--- DATA RECORDS Enclosed Below ---

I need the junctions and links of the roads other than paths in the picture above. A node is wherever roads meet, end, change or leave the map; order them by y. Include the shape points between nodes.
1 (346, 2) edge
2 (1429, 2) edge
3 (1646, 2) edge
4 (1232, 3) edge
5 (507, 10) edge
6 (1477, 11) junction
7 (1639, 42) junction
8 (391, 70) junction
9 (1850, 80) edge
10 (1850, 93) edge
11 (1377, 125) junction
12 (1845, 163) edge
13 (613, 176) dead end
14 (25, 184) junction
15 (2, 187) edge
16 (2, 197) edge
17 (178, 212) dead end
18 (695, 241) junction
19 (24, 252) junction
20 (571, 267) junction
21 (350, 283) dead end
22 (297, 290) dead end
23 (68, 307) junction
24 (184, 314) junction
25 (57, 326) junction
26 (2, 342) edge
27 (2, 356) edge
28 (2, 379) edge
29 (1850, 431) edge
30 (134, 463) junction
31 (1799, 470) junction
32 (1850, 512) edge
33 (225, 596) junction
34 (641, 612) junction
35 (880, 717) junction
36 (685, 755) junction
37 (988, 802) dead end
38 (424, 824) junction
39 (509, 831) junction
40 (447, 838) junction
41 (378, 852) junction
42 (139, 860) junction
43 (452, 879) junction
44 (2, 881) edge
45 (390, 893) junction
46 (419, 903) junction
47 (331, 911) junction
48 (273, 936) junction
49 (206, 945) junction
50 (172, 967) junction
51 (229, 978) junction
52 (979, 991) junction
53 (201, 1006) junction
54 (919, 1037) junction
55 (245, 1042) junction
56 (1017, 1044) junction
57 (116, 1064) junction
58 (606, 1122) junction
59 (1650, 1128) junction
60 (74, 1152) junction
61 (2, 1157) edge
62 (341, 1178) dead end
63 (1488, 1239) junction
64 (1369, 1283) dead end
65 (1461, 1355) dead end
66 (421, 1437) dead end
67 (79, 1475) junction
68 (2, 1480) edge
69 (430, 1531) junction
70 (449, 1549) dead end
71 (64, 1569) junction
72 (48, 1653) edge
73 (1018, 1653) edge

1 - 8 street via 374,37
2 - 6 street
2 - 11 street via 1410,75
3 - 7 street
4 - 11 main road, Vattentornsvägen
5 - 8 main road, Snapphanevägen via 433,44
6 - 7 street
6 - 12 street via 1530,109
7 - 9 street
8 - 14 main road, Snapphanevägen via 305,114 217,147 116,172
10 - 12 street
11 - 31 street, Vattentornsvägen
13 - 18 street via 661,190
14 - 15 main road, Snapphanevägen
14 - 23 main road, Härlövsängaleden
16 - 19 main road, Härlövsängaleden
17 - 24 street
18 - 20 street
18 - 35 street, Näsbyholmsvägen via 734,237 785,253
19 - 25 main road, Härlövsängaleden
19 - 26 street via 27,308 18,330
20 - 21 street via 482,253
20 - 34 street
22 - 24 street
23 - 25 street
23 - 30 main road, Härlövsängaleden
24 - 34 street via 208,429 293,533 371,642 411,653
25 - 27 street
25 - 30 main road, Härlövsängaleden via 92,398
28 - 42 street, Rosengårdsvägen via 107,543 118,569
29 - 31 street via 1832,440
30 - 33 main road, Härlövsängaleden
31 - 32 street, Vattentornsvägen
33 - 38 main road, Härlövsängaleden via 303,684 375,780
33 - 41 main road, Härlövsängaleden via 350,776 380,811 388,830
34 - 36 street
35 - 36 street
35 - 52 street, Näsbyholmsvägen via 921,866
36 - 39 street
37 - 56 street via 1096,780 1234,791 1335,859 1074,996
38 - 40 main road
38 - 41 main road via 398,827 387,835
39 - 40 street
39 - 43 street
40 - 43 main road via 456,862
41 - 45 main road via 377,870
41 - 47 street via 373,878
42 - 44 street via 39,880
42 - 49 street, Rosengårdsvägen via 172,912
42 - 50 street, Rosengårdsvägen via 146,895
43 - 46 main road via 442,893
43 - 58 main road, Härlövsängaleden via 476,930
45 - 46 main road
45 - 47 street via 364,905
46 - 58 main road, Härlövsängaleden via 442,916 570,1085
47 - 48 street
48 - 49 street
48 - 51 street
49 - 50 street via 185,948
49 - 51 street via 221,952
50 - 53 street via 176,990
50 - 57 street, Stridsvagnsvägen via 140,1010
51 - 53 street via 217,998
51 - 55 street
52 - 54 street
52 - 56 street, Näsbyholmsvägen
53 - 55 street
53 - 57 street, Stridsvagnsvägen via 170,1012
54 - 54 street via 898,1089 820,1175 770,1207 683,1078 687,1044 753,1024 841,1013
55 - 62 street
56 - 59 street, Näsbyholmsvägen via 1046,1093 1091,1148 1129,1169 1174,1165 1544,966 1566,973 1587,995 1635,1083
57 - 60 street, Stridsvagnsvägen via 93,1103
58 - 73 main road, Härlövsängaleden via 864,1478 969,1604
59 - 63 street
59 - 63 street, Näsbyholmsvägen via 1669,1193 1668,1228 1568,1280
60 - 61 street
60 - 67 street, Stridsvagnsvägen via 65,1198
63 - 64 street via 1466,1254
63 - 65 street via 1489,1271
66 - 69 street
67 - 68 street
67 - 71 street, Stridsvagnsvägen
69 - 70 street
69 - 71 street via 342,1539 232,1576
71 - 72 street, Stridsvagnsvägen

--- End of Enclosed DATA RECORDS ---

TASK REQUIREMENTS →
Number of lines containing the word "Vattentornsvägen" in the listing: state it, and add no other text.

ANSWER SPACE →
3